Monday, August 2, 2010

Escuminac Beach, NB

We've left Nova Scotia, moved back into New Brunswick, and are camped at Escuminac Beach Park, not far east of Miramachi. We stopped near Truro NS for a couple of nights, but found nothing there to capture our interest, and the campground was uninteresting and crowded. So, we found ourselves back on the beach, this one many miles long, bordered by sand dunes in part, and peat bog farther out towards the point. The folks are friendly here, even though many speak French :) Plus, the cost is half what we usually pay for a campsite. We'd stay longer, but we're off to pick up mail in Maine, and would like to see Quebec City and Montreal before stopping back at home for a couple weeks. Turns out its hard to avoid falling into a timeline on a trip like this. It's a nice idea to just "go where the wind blows", but in reality, the road beckons, and appointments get made which urge us forward.

Its funny how whenever we move we notice that as we leave a place, others are arriving, and as we head west down a road, other campers are heading east.

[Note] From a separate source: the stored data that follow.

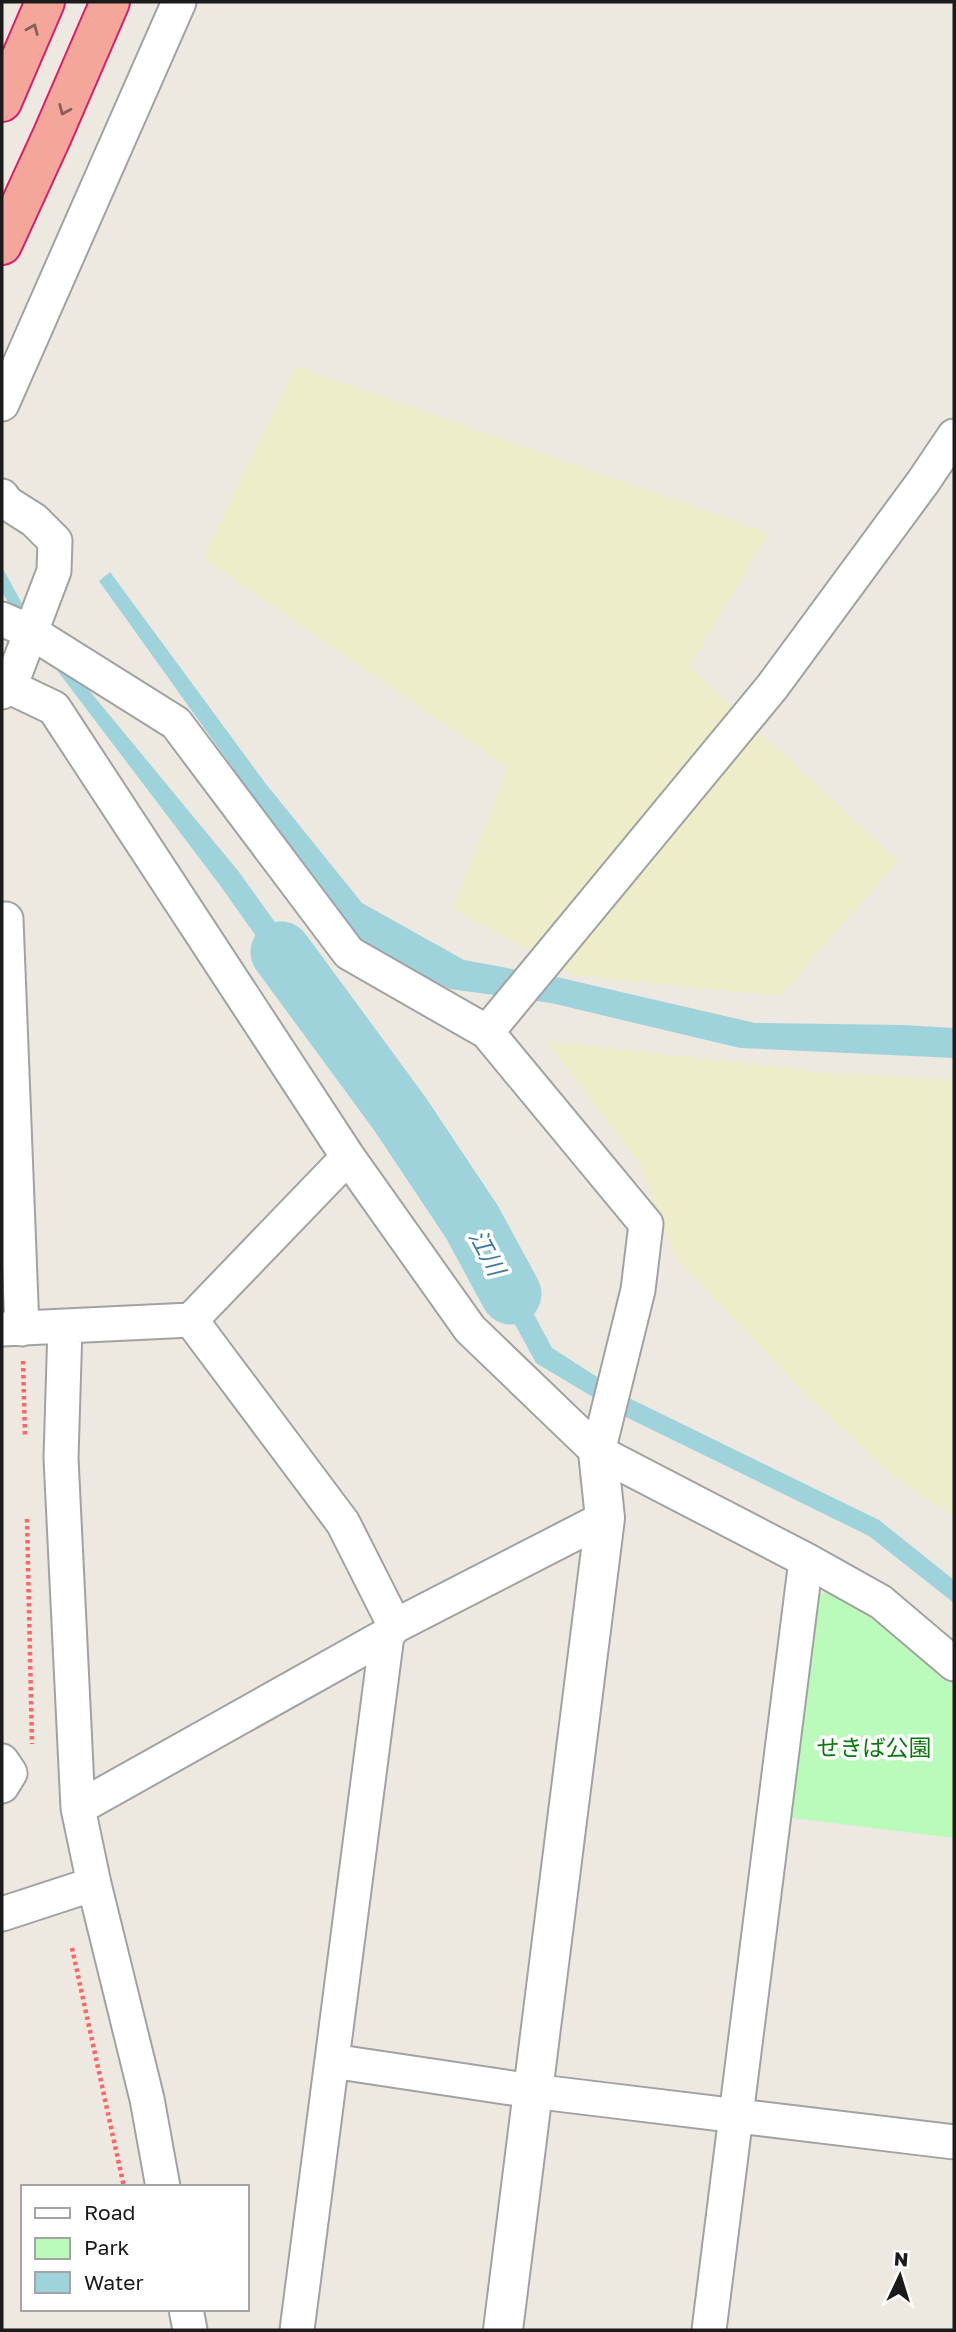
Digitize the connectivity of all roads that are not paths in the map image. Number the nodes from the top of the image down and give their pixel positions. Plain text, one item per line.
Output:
1 (45, 2) edge
2 (110, 2) edge
3 (179, 2) edge
4 (2, 102) edge
5 (2, 245) edge
6 (2, 404) edge
7 (954, 436) edge
8 (2, 496) edge
9 (16, 625) edge
10 (6, 689) edge
11 (6, 919) dead end
12 (486, 1032) junction
13 (348, 1157) junction
14 (191, 1320) junction
15 (65, 1327) junction
16 (12, 1329) edge
17 (598, 1452) junction
18 (605, 1518) junction
19 (807, 1560) junction
20 (391, 1630) junction
21 (954, 1664) edge
22 (2, 1761) edge
23 (2, 1786) edge
24 (78, 1808) junction
25 (94, 1884) junction
26 (2, 1914) edge
27 (332, 2061) junction
28 (532, 2091) junction
29 (735, 2116) junction
30 (954, 2142) edge
31 (163, 2185) edge
32 (186, 2311) edge
33 (190, 2330) edge
34 (297, 2330) edge
35 (503, 2330) edge
36 (709, 2330) edge

4 -> 1 highway
2 -> 5 highway
3 - 6 street
7 - 12 street
8 - 9 street
9 - 10 street
9 - 12 street
10 - 13 street
11 - 16 street
12 - 17 street
13 - 14 street
13 - 17 street
14 - 15 street
14 - 20 street
15 - 16 street
15 - 24 street
17 - 18 street
17 - 19 street
18 - 20 street
18 - 28 street
19 - 21 street
19 - 29 street
20 - 24 street
20 - 27 street
22 - 23 street
24 - 25 street
25 - 26 street
25 - 31 street
27 - 28 street
27 - 34 street
28 - 29 street
28 - 35 street
29 - 30 street
29 - 36 street
32 - 33 street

We all want to be somewhere we're not; we search for the greener grass, the most stunning vista, the best climate, the nicest environment. And while we're out looking for that ideal in some far off place, there are doubtless people who have travelled many miles to visit our home town. Perhaps some of us will find some new place that will be a new home, and some will return and know that they already live in their ideal place. And in each special place we find along the way, no matter how much we love it, there are people there that feel trapped and wish for a way out. What a complicated lot we are...

Here are some scenes of Escuminac:

The boardwalk and dunes along the beach in front of the campground:

The lighthouse at Escuminac point, where a half-dozen or so locals have set up permanent camps:

Most of the point is peat bog, many feet deep, and in some areas the sea has eroded its way into the peat, revealing its full cross section, hundreds of years and generations of sphagnum moss and the preserved tree roots and other remnants within. Here is Nancy wondering at the spongelike, waterlogged consistency and countless layers of peat:

The snails are doing very well here:

The town has a large fishing pier, which was bustling with activity in anticipation of the opening of the lobster season in a few days:

And here is a memorial to the 30-some fisherman who died in a freak storm back 1959. Our campground host was out with his father fishing in that storm, but they were smart enough to come in rather than try to weather the storm at sea. They had a rough time of it, and had to repair their rudder during the storm, but they made it to the wharf alive.